--- INSTRUCTIONS FOR THE TASK ---
Search the records for the word "mouth". Copy every line where it appears.

Segment Start: DATA

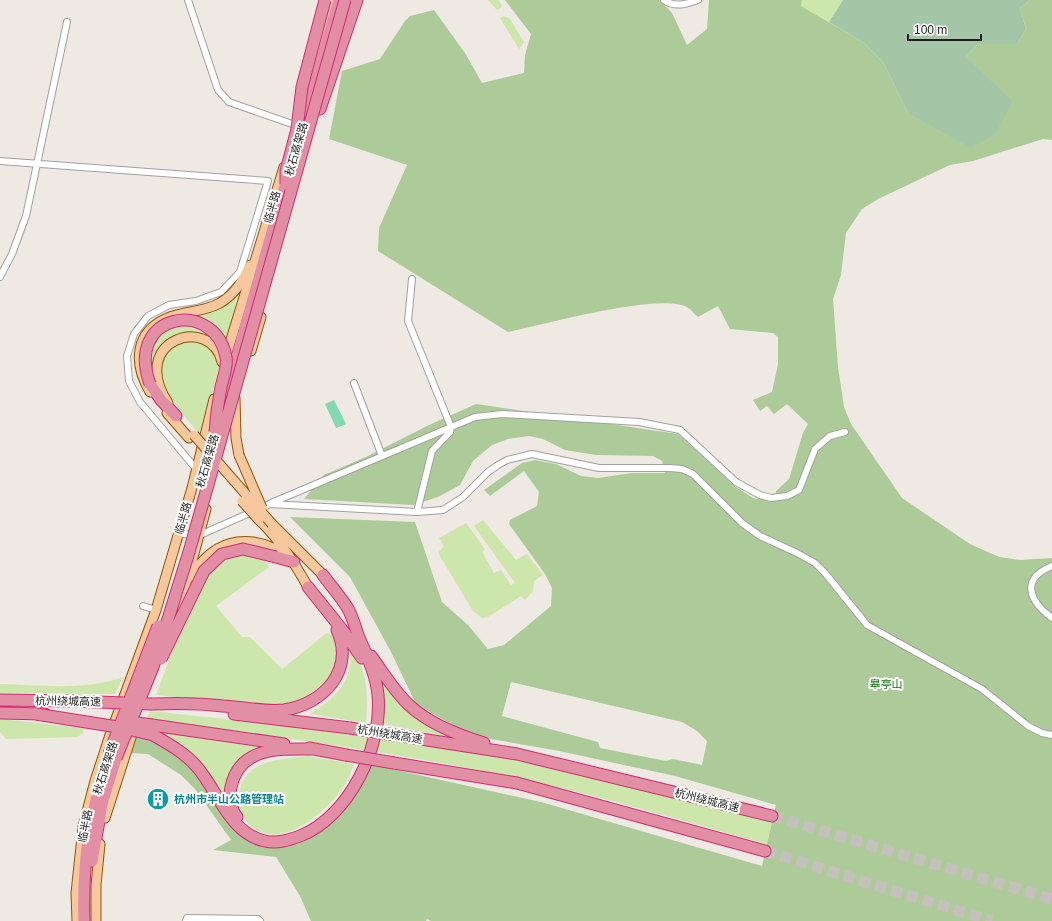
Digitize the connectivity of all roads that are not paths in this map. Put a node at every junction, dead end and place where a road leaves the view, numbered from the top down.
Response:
1 (188, 0) edge
2 (319, 0) edge
3 (326, 0) edge
4 (331, 0) edge
5 (339, 0) edge
6 (344, 0) edge
7 (349, 0) edge
8 (357, 0) edge
9 (664, 0) edge
10 (698, 0) edge
11 (67, 22) dead end
12 (330, 44) junction
13 (314, 65) junction
14 (295, 125) junction
15 (304, 146) junction
16 (0, 161) edge
17 (37, 164) junction
18 (286, 184) junction
19 (264, 235) junction
20 (0, 277) edge
21 (412, 279) dead end
22 (223, 365) junction
23 (354, 383) dead end
24 (235, 395) junction
25 (176, 416) junction
26 (451, 427) junction
27 (215, 432) junction
28 (845, 432) dead end
29 (192, 437) junction
30 (382, 456) junction
31 (197, 470) junction
32 (270, 504) junction
33 (417, 512) junction
34 (272, 524) junction
35 (179, 534) junction
36 (200, 535) junction
37 (294, 562) junction
38 (1052, 566) edge
39 (323, 575) joint
40 (308, 587) joint
41 (182, 598) junction
42 (144, 606) dead end
43 (156, 610) junction
44 (327, 612) junction
45 (1052, 618) edge
46 (362, 644) junction
47 (143, 691) junction
48 (0, 700) edge
49 (152, 704) junction
50 (0, 713) edge
51 (36, 714) junction
52 (152, 730) junction
53 (1052, 735) edge
54 (316, 749) junction
55 (517, 754) junction
56 (772, 816) tunnel mouth
57 (765, 851) tunnel mouth
58 (77, 921) edge
59 (84, 921) edge
60 (91, 921) edge
61 (96, 921) edge
62 (186, 921) edge
63 (260, 921) edge

1 - 14 street
2 - 13 highway
3 - 18 highway, bridge
4 - 13 main road, 临半路
5 - 18 highway, 秋石高架路, bridge
6 - 12 main road, 临半路
6 - 15 highway, 秋石高架路, bridge
7 - 12 highway
8 - 15 highway, bridge
9 - 10 street
11 - 17 street
12 - 24 main road, 临半路
13 - 14 main road, 临半路
14 - 19 main road, 临半路
15 - 47 highway, 秋石高架路, bridge
16 - 17 street
17 - 20 street
17 - 31 street
18 - 27 highway, 秋石高架路, bridge
19 - 22 main road, 临半路
19 - 29 main road
21 - 26 street
22 - 25 main road
22 - 31 main road, 临半路
23 - 30 street
24 - 34 main road, bridge
24 - 36 main road, 临半路
25 - 27 highway, bridge
25 - 29 main road
26 - 28 street
26 - 30 street
26 - 33 street
27 - 59 highway, 秋石高架路, bridge
29 - 34 main road, bridge
29 - 37 main road, bridge
30 - 32 street
31 - 35 main road, 临半路
32 - 33 street
32 - 36 street
33 - 53 street
34 - 39 main road
35 - 36 street
35 - 43 main road, 临半路
36 - 41 main road, 临半路
37 - 40 main road
37 - 41 main road
37 - 47 highway, bridge
38 - 45 street
39 - 46 highway
40 - 44 highway
41 - 61 main road, 临半路
42 - 43 street
43 - 58 main road, 临半路
44 - 49 highway
44 - 54 highway
46 - 52 highway
46 - 55 highway
47 - 60 highway, 秋石高架路, bridge
48 - 49 highway, 杭州绕城高速, bridge
49 - 55 highway, 杭州绕城高速, bridge
50 - 51 highway, 杭州绕城高速
51 - 52 highway, bridge
51 - 52 highway, 杭州绕城高速, bridge
52 - 54 highway, 杭州绕城高速
54 - 57 highway, 杭州绕城高速, bridge
55 - 56 highway, 杭州绕城高速
62 - 63 street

Segment End: DATA

--- EXERCISE RESULT ---
56 (772, 816) tunnel mouth
57 (765, 851) tunnel mouth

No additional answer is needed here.